La porte-parole de Hexo, Isabelle Robillard, reconnaît que dans certains cas, ce sont exactement les mêmes produits. Selon elle, la différence de prix s'explique par le plus grand degré d'encadrement du cannabis vendu à des fins médicales. « Dans le marché récréatif, le consommateur est davantage laissé à lui-même. Il y a un encadrement beaucoup plus robuste du côté médical », souligne-t-elle. 

« Nous devons nous assurer que dans les dossiers médicaux, les ordonnances sont valides, et chaque commande est traitée de façon individuelle par un employé qui s'assure que la posologie de chaque patient est conforme. Les patients ont accès à un service de suivi 24 heures sur 24, sept jours sur sept. Le soutien est beaucoup plus grand », ajoute-t-elle. 

PAS DE POUVOIR DE NÉGOCIATION

Mais pour la clinique Santé Cannabis, l'ampleur de l'écart de prix est difficile à expliquer. « C'est en grande partie nous qui faisons les suivis et nous assurons que la posologie est respectée », dit Nadia Kvacik, gestionnaire de la clinique. 

 « Cela démontre que les patients n'ont vraiment pas de grand pouvoir de négociation en comparaison de la SQDC », déplore pour sa part Guillaume Fortin, coordonnateur infirmier à la clinique. 

Il suggère d'ailleurs que le gouvernement québécois mette sur pied un « groupe d'achats groupés » pour donner un meilleur levier aux patients. 

« Nous nous inquiétons du fait que les patients risquent d'être poussés à se fournir à la SQDC pour leurs besoins médicaux en raison des meilleurs prix, et qu'ils n'y retrouvent pas les produits dont ils ont besoin pour traiter leur [affection], car ils seront alors en compétition avec les clients récréatifs. »

- Guillaume Fortin

Pour le chercheur Marc-André Gagnon, spécialiste des politiques de santé publique à l'Université de Carleton, il est à peu près certain que les patients médicaux iront éventuellement s'approvisionner à la SQDC si l'écart reste le même. « Je ne serais pas surpris que l'arrivée de la SQDC conduise à une réduction de prix dans le marché médical, croit-il. La légalisation va faire le ménage. Ça offre une option crédible », croit-il. 
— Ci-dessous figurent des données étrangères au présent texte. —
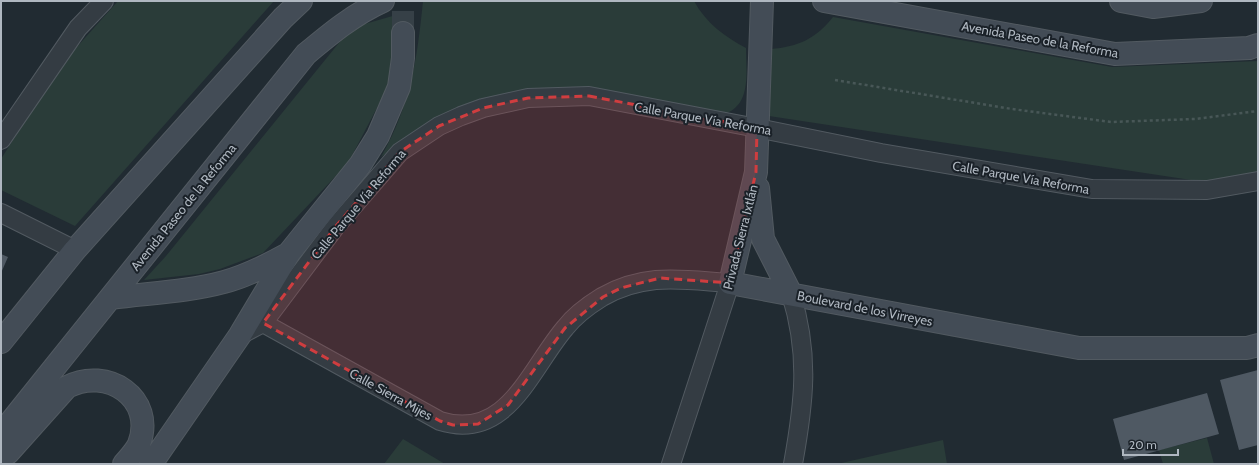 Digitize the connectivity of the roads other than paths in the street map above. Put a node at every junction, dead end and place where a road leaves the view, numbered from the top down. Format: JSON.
{"nodes":[{"id":1,"x":104,"y":1,"type":"edge"},
{"id":2,"x":297,"y":1,"type":"edge"},
{"id":3,"x":302,"y":1,"type":"edge"},
{"id":4,"x":383,"y":1,"type":"edge"},
{"id":5,"x":762,"y":1,"type":"edge"},
{"id":6,"x":824,"y":1,"type":"edge"},
{"id":7,"x":1121,"y":1,"type":"edge"},
{"id":8,"x":1200,"y":1,"type":"edge"},
{"id":9,"x":283,"y":18,"type":"junction"},
{"id":10,"x":403,"y":33,"type":"tunnel mouth"},
{"id":11,"x":1258,"y":45,"type":"edge"},
{"id":12,"x":757,"y":128,"type":"junction"},
{"id":13,"x":1,"y":140,"type":"edge"},
{"id":14,"x":756,"y":172,"type":"junction"},
{"id":15,"x":1258,"y":182,"type":"edge"},
{"id":16,"x":8,"y":216,"type":"edge"},
{"id":17,"x":75,"y":250,"type":"junction"},
{"id":18,"x":289,"y":254,"type":"junction"},
{"id":19,"x":730,"y":283,"type":"junction"},
{"id":20,"x":791,"y":294,"type":"junction"},
{"id":21,"x":111,"y":298,"type":"junction"},
{"id":22,"x":263,"y":323,"type":"junction"},
{"id":23,"x":240,"y":335,"type":"junction"},
{"id":24,"x":1,"y":342,"type":"edge"},
{"id":25,"x":1258,"y":345,"type":"edge"},
{"id":26,"x":518,"y":392,"type":"joint"},
{"id":27,"x":1,"y":434,"type":"edge"},
{"id":28,"x":1,"y":456,"type":"edge"},
{"id":29,"x":124,"y":464,"type":"edge"},
{"id":30,"x":151,"y":464,"type":"edge"},
{"id":31,"x":670,"y":464,"type":"edge"},
{"id":32,"x":793,"y":464,"type":"edge"}],
"edges":[{"from":1,"to":13,"type":"street"},
{"from":2,"to":9,"type":"main road"},
{"from":3,"to":9,"type":"main road"},
{"from":4,"to":21,"type":"main road","name":"Avenida Paseo de la Reforma"},
{"from":5,"to":12,"type":"main road","name":"Privada Sierra Ixtlán"},
{"from":6,"to":11,"type":"main road","name":"Avenida Paseo de la Reforma"},
{"from":7,"to":8,"type":"main road"},
{"from":9,"to":17,"type":"main road"},
{"from":10,"to":18,"type":"main road"},
{"from":12,"to":14,"type":"main road","name":"Privada Sierra Ixtlán"},
{"from":12,"to":15,"type":"street","name":"Calle Parque Vía Reforma"},
{"from":12,"to":22,"type":"street","name":"Calle Parque Vía Reforma"},
{"from":14,"to":19,"type":"main road","name":"Privada Sierra Ixtlán"},
{"from":14,"to":20,"type":"main road"},
{"from":16,"to":17,"type":"street"},
{"from":17,"to":24,"type":"main road"},
{"from":18,"to":21,"type":"main road"},
{"from":18,"to":23,"type":"main road"},
{"from":19,"to":20,"type":"main road","name":"Boulevard de los Virreyes"},
{"from":19,"to":26,"type":"street","name":"Boulevard de los Virreyes"},
{"from":19,"to":31,"type":"street","name":"Privada Sierra Ixtlán"},
{"from":20,"to":25,"type":"main road","name":"Boulevard de los Virreyes"},
{"from":20,"to":32,"type":"street"},
{"from":21,"to":27,"type":"main road","name":"Avenida Paseo de la Reforma"},
{"from":22,"to":23,"type":"street","name":"Calle Parque Vía Reforma"},
{"from":22,"to":26,"type":"street","name":"Calle Sierra Mijes"},
{"from":23,"to":30,"type":"main road"},
{"from":28,"to":29,"type":"main road"}]}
Mais c'est là une avenue que Rebecca Fogel ne souhaite pas emprunter. « Je ne veux pas aller acheter mes médicaments à la SQDC. Je fais hautement confiance aux producteurs autorisés avec qui je fais affaire. Je trouve que leurs produits et leurs services sont excellents, même si je trouve que la différence de prix avec le marché récréatif est injuste », estime-t-elle.